**INPUT RECORDS**

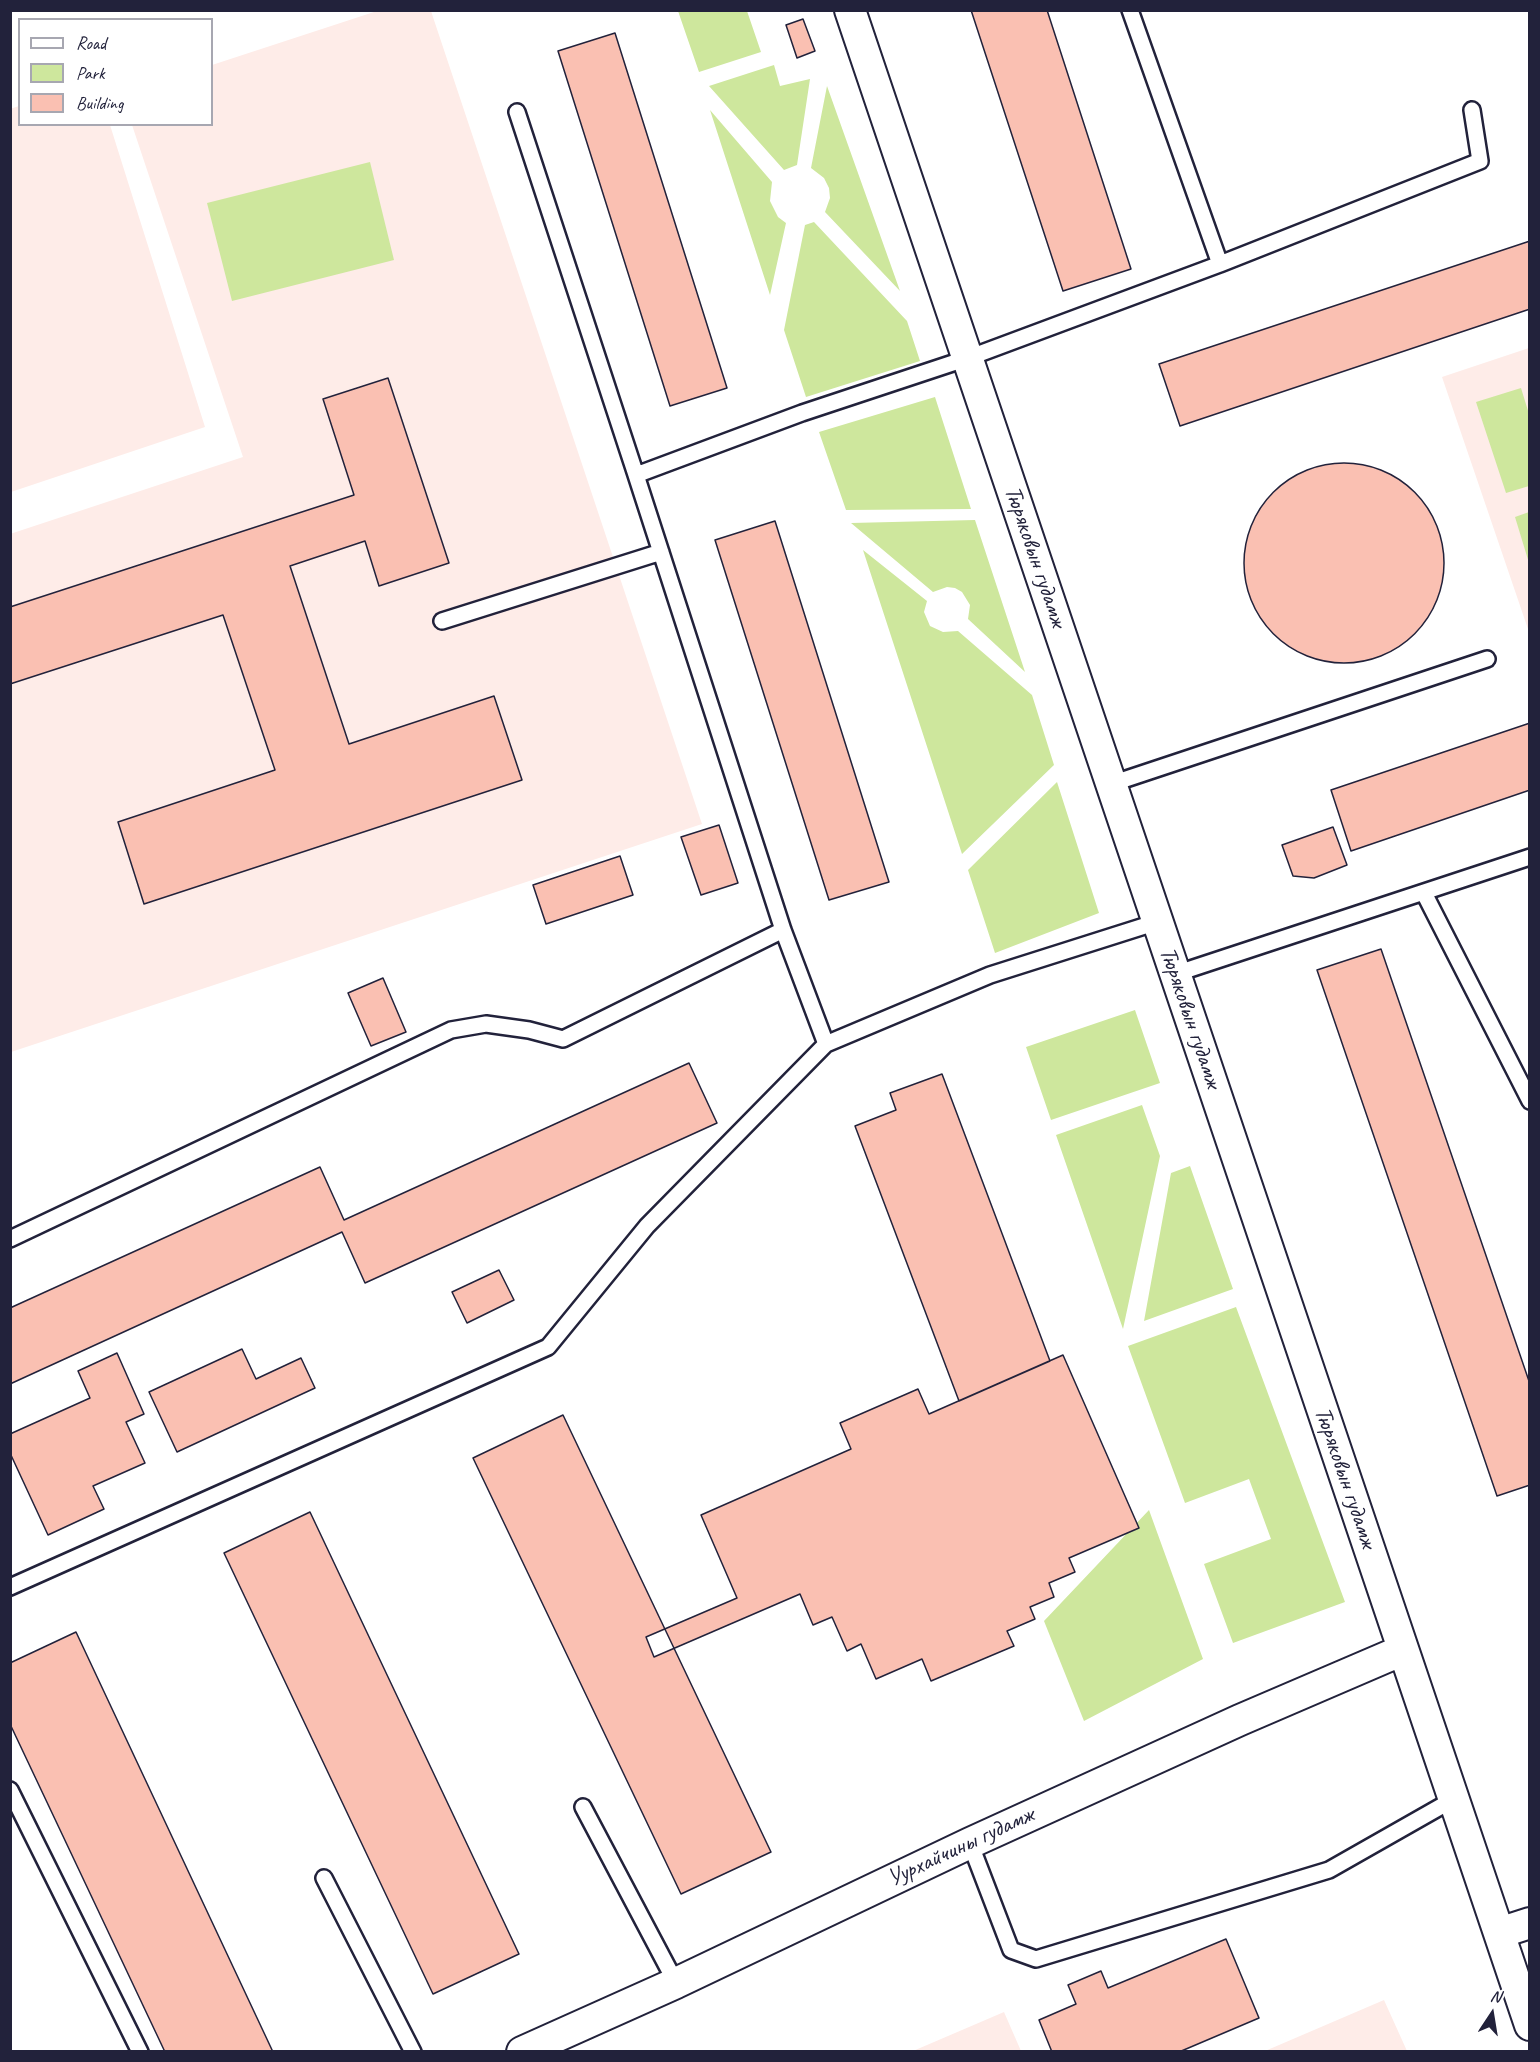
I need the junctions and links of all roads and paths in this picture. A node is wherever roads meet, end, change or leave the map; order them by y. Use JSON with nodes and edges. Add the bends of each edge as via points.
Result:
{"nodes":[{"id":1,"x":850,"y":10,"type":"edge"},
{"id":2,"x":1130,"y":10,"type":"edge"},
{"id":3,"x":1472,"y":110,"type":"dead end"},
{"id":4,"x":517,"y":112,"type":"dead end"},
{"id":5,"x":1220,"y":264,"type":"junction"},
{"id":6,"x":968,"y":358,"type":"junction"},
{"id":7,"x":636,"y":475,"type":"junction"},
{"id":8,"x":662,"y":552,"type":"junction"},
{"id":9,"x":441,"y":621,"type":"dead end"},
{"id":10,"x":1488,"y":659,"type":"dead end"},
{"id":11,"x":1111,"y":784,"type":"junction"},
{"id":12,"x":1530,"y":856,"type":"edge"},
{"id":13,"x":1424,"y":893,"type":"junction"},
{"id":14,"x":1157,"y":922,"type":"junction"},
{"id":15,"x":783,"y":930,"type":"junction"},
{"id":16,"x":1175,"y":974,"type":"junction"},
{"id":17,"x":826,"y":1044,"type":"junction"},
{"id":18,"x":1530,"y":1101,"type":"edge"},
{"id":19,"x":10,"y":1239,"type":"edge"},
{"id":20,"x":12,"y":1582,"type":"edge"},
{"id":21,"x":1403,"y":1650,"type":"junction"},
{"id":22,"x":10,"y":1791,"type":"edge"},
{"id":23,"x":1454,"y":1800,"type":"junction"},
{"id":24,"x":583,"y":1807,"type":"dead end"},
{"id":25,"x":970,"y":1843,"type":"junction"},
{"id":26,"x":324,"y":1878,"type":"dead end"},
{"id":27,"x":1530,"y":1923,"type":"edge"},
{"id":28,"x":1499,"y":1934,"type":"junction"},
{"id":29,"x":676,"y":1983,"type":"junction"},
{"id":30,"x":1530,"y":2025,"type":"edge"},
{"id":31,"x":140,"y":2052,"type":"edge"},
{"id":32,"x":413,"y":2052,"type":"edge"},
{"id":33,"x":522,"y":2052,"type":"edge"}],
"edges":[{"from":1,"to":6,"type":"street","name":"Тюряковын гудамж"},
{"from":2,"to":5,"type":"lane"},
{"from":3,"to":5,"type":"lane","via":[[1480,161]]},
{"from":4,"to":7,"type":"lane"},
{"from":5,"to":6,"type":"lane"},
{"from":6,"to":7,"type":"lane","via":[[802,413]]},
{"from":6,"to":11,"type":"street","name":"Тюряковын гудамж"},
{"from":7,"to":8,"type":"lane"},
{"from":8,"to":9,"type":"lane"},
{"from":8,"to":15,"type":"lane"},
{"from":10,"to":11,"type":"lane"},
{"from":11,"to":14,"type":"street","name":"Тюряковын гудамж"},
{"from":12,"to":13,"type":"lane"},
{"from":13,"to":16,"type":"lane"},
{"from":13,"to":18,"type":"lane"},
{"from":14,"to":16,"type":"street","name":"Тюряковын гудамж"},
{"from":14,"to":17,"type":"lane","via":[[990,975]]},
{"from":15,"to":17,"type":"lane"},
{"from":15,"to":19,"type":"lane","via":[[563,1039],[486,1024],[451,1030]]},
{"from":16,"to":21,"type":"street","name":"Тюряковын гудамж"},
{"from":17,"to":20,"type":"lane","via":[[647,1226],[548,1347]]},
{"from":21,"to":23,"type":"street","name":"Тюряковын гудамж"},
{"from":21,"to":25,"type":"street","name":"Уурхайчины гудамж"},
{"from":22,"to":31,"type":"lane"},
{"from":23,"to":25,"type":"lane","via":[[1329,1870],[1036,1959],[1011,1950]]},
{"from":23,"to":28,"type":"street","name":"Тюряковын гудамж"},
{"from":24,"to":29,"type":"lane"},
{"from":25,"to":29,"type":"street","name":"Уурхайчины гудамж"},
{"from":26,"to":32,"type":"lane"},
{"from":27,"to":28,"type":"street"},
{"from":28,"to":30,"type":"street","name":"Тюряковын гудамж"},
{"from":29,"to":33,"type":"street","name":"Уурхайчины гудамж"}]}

* * *

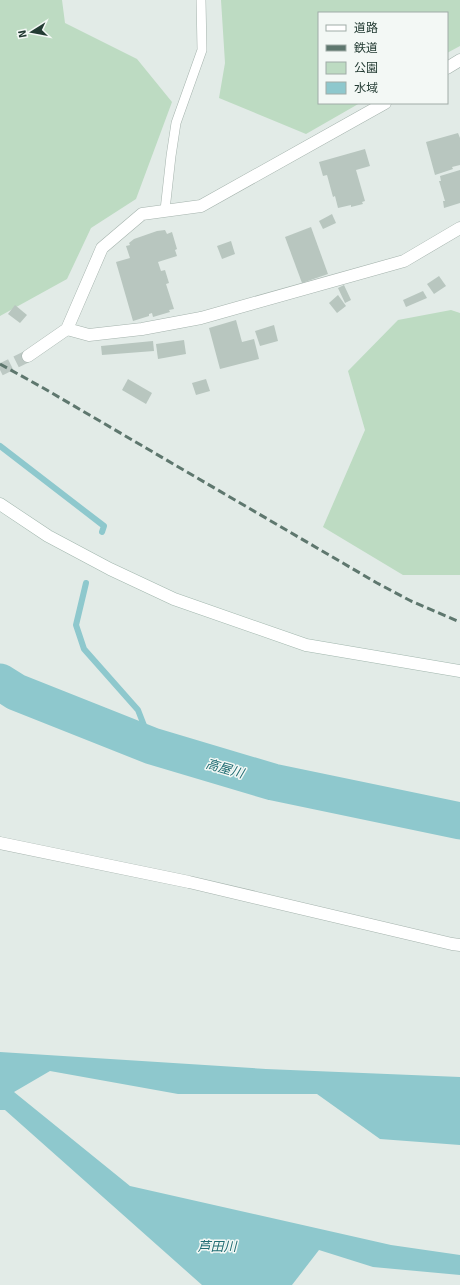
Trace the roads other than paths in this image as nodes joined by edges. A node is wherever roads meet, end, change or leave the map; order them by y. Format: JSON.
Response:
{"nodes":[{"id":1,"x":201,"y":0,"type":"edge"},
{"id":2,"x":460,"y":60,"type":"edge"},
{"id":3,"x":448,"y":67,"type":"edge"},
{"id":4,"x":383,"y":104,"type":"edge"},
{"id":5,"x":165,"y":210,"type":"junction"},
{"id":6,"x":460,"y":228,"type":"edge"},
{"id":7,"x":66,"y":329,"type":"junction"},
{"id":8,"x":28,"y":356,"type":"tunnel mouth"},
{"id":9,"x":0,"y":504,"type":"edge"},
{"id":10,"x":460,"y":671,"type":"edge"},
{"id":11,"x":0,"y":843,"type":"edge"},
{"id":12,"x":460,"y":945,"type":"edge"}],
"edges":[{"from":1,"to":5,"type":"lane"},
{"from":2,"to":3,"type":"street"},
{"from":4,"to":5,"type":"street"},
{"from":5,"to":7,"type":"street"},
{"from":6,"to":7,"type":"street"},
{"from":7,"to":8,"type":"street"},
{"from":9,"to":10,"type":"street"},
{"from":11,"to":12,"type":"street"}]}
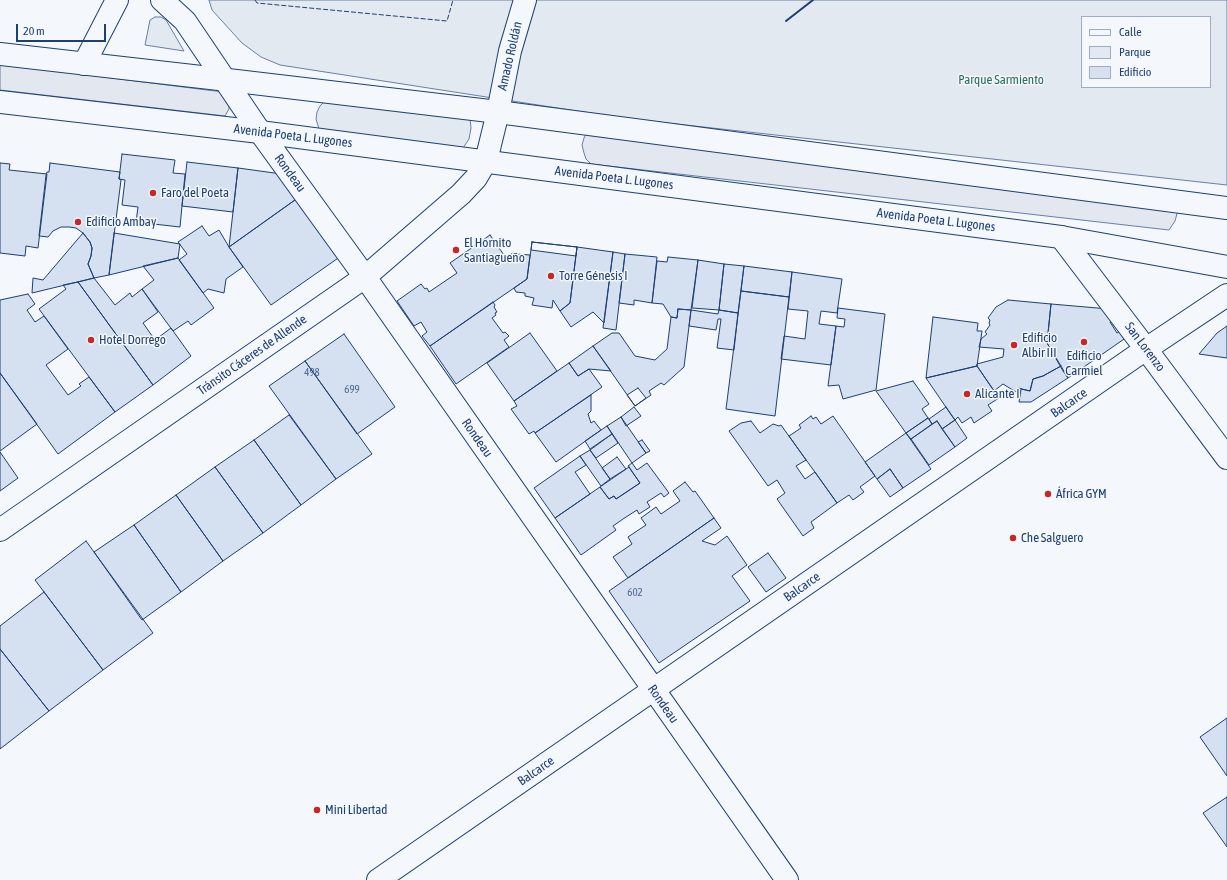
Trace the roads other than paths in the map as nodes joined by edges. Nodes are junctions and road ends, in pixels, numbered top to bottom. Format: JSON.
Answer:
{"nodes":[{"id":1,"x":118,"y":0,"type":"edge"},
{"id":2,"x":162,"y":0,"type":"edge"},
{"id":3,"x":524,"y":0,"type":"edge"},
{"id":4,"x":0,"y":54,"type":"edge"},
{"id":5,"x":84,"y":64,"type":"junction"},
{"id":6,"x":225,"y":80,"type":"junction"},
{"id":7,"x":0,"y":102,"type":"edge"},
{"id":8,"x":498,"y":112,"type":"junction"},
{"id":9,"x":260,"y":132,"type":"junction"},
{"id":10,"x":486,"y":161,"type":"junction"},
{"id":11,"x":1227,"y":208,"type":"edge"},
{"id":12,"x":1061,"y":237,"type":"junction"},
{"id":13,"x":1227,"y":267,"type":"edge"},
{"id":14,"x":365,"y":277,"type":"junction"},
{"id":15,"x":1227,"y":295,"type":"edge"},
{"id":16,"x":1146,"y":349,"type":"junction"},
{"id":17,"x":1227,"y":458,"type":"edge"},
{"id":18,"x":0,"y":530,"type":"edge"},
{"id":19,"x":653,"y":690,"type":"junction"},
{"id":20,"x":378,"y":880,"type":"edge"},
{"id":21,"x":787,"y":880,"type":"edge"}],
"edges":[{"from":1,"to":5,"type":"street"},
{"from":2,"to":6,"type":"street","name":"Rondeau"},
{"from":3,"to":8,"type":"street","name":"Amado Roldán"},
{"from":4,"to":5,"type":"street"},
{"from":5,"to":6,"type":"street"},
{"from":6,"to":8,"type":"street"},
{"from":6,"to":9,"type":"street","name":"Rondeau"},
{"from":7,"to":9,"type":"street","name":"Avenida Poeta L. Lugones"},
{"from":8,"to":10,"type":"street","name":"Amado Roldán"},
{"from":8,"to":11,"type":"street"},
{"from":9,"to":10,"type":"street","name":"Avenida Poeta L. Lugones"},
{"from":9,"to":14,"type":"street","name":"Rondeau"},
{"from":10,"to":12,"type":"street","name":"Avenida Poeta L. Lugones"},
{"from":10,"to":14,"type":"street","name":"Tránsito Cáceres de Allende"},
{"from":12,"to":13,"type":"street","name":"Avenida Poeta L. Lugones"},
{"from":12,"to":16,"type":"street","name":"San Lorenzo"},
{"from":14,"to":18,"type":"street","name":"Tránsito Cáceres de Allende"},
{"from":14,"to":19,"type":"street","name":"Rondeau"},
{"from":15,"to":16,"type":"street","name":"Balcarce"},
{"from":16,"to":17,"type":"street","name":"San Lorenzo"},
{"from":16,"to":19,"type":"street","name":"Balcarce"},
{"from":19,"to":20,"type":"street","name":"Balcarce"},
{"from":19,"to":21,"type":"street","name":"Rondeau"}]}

==

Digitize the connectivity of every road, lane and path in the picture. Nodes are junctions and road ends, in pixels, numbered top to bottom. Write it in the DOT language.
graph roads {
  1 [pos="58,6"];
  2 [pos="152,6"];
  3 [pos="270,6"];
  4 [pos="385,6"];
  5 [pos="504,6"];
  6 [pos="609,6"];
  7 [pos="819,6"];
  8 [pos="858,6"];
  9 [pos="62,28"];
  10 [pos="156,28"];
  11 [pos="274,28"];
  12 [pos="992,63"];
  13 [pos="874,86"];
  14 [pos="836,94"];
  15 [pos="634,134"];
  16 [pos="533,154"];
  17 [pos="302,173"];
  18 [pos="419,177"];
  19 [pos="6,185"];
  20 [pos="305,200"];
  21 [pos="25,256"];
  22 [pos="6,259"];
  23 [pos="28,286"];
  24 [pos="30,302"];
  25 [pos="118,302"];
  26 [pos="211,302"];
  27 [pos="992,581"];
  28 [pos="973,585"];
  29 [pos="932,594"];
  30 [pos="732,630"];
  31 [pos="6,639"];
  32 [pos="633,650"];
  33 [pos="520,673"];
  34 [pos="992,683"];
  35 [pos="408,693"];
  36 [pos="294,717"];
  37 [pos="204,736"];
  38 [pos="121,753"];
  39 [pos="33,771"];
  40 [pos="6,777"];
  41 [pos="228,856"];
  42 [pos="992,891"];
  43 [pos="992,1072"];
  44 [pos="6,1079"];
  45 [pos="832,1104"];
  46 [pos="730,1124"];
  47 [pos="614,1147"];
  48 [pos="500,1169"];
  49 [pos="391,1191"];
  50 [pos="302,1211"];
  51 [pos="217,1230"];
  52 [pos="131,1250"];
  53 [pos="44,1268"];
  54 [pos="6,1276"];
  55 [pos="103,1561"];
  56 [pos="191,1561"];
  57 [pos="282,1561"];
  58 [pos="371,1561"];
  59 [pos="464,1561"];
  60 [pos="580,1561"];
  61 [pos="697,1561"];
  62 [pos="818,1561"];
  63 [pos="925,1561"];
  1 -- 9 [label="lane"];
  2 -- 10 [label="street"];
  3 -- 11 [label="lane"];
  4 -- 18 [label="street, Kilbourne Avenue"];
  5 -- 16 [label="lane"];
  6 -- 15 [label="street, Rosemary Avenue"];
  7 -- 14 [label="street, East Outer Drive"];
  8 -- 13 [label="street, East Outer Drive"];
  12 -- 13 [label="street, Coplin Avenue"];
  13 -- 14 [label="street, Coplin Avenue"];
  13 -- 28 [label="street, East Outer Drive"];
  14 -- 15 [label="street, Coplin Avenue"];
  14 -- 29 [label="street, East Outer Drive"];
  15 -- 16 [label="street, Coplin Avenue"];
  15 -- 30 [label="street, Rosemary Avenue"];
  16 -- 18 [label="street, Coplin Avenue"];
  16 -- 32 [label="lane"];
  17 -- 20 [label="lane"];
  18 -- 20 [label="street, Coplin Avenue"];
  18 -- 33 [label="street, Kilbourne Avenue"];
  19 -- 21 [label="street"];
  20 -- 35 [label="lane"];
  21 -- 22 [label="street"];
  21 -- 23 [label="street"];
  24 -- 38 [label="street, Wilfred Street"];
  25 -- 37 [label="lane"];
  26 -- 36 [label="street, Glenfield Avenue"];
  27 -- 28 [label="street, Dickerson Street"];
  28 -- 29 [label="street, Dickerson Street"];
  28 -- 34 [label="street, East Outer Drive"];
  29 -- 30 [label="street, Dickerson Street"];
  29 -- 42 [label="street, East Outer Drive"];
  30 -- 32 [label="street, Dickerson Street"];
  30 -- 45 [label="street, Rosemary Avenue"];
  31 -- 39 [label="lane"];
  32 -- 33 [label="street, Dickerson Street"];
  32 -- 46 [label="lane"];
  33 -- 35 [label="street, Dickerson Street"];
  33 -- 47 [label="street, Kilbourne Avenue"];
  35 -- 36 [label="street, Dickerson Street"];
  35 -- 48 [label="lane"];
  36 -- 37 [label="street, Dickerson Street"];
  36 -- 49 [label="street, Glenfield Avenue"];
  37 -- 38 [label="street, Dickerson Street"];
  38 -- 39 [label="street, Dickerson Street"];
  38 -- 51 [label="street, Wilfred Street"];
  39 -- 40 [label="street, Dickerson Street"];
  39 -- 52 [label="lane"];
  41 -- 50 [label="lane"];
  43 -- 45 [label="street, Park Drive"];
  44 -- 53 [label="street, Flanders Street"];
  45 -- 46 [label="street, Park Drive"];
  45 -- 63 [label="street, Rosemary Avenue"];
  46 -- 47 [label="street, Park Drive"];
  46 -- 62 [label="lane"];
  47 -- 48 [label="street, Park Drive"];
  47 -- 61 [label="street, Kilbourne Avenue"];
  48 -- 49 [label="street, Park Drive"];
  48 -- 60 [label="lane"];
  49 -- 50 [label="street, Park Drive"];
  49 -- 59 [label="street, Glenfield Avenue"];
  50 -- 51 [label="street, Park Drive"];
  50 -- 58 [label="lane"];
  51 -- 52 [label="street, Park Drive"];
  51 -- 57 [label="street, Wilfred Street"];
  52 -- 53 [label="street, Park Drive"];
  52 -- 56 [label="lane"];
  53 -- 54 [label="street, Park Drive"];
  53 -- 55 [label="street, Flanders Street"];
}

**WORK INSTRUCTION**
Where a line in the listing above includes the string "Park", copy that line.

**RESULT FOR THIS EXERCISE**
  43 -- 45 [label="street, Park Drive"];
  45 -- 46 [label="street, Park Drive"];
  46 -- 47 [label="street, Park Drive"];
  47 -- 48 [label="street, Park Drive"];
  48 -- 49 [label="street, Park Drive"];
  49 -- 50 [label="street, Park Drive"];
  50 -- 51 [label="street, Park Drive"];
  51 -- 52 [label="street, Park Drive"];
  52 -- 53 [label="street, Park Drive"];
  53 -- 54 [label="street, Park Drive"];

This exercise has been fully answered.